Probably through accident, it was also discovered that if bread dough were allowed to stand for some time before baking, very often a peculiar change took place. The flat lump of dough began mysteriously to swell and rise. It developed a strange but pleasant odor. When this dough was baked, instead of making a flat, heavy slab, it made a light, porous, soft bread!

In 1857, Louis Pasteur announced that he had discovered the explanation for these changes. He said they were due to the presence of tiny, one-celled plants called yeast. Yeasts belong to the fungi family, -and are tiny rounded colorless bodies. They are larger than most bacteria, but still so small that it would take from 1,200 to 1,600 of them laid side by side to make a centimeter. Yeast cells reproduce by budding. This means they send out projections which become cut off from the parent cell by a cell wall. Finally, these projections grow to full size. As they grow, they form substances called zymase and invertase.

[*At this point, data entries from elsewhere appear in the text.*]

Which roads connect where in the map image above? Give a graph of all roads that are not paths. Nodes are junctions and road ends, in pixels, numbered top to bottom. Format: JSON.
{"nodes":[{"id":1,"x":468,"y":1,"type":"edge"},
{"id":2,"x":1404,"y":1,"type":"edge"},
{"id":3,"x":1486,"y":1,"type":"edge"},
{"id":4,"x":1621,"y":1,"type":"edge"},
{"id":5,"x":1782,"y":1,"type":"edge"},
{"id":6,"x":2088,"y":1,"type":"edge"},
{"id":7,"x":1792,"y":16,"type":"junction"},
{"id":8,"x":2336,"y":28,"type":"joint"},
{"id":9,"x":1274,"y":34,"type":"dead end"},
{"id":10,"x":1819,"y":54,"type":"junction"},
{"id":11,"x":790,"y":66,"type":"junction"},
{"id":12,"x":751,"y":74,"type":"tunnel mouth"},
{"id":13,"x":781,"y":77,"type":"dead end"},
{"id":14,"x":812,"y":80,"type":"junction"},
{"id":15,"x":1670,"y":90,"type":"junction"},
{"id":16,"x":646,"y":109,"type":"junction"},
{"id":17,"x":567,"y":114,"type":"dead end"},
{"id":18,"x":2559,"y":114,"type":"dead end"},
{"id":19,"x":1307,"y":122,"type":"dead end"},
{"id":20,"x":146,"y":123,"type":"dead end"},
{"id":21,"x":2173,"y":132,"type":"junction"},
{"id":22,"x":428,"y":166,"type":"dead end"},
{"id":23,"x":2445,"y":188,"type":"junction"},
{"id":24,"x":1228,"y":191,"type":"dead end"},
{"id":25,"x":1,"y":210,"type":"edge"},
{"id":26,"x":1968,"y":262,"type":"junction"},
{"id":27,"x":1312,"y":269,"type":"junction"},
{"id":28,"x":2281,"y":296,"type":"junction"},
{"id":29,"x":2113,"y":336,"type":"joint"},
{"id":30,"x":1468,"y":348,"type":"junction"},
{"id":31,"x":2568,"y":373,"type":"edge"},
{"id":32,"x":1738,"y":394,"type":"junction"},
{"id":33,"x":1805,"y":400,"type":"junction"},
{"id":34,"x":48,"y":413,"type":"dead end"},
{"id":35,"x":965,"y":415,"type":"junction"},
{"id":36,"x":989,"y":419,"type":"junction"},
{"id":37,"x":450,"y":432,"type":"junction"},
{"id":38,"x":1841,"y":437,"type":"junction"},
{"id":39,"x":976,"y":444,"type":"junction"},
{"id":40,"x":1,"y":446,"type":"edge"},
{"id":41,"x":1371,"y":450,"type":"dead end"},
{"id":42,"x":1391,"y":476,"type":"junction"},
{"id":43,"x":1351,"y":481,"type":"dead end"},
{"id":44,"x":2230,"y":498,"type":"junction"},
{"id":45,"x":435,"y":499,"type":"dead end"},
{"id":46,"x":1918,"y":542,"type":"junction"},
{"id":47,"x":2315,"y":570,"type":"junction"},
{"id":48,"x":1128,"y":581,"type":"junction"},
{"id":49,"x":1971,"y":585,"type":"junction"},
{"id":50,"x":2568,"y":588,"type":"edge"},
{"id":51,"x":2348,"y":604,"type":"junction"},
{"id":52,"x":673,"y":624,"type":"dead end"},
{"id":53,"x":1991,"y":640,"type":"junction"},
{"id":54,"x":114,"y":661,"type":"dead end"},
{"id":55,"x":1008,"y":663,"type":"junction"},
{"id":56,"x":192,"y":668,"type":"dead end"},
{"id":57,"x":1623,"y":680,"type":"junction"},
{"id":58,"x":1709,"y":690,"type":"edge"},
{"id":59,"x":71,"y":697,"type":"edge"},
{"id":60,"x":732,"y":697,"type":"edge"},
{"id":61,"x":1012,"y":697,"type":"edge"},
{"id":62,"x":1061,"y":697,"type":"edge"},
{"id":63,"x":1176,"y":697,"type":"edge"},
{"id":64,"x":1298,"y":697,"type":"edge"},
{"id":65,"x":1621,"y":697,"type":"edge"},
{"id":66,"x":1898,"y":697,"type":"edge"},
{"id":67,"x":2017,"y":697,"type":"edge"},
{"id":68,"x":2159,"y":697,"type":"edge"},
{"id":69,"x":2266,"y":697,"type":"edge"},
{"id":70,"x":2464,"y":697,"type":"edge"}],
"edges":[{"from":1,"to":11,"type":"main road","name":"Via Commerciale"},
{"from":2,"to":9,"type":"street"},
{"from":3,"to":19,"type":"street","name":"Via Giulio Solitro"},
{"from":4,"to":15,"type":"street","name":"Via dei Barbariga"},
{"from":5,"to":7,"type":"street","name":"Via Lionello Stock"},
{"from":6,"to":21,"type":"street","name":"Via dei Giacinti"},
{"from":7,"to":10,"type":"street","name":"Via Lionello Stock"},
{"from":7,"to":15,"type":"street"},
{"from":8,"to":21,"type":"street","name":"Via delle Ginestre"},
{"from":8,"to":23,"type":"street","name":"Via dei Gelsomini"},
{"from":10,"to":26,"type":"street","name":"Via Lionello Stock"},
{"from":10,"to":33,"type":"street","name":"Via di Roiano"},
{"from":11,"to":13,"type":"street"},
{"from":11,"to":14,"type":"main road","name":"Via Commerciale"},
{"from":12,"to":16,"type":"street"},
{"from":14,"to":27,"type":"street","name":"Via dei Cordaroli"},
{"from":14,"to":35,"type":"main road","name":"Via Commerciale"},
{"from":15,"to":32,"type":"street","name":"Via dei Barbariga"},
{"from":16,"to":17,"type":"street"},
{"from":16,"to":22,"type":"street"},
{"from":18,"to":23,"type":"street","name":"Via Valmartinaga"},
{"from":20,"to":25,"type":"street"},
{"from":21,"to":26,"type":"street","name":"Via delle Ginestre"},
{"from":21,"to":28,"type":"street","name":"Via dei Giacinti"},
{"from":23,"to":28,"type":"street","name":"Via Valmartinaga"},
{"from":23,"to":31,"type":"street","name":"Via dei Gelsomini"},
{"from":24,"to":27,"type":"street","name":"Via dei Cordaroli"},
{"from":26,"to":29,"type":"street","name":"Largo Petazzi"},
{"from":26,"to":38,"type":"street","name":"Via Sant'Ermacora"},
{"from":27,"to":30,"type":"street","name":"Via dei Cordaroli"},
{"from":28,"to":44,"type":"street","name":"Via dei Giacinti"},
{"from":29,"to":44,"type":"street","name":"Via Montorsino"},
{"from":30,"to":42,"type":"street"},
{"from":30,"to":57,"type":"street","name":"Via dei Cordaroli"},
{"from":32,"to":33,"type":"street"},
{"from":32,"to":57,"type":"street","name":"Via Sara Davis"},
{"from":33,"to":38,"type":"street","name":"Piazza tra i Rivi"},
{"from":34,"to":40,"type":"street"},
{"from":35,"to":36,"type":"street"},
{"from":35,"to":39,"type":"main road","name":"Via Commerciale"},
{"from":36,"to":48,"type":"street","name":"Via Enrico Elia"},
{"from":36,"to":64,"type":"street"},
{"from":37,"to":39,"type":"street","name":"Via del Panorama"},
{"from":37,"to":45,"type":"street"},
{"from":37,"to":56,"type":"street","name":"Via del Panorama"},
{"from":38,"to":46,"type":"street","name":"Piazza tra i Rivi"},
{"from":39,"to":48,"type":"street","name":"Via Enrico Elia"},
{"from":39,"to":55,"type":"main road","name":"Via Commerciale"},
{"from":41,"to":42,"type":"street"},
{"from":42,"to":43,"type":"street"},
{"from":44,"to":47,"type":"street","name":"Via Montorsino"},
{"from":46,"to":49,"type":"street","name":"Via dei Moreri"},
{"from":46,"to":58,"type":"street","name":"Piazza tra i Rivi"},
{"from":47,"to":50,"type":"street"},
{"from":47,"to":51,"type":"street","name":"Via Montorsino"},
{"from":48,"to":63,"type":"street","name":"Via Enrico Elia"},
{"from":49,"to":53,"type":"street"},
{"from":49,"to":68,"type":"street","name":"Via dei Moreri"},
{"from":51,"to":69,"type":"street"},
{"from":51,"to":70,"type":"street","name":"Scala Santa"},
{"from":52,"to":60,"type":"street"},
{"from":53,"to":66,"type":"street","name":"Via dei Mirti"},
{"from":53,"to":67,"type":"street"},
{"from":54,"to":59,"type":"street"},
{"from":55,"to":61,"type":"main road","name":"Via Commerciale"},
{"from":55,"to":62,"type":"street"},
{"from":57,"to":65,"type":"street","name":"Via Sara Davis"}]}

These substances are called enzymes, and they have the power to ferment starch to sugar, and sugar to alcohol and carbon dioxide. As fermentation takes place, carbon dioxide is formed and rises to the top. Then it escapes, leaving the alcohol. Beer, ale, wine, and cider are fermented beverages in which yeast has changed some of the sugar to carbon dioxide and alcohol.

In bread-making, the carbon dioxide collects in bubbles in the dough, which makes it rise. Heat later drives off the carbon dioxide? thus making the bread porous and light.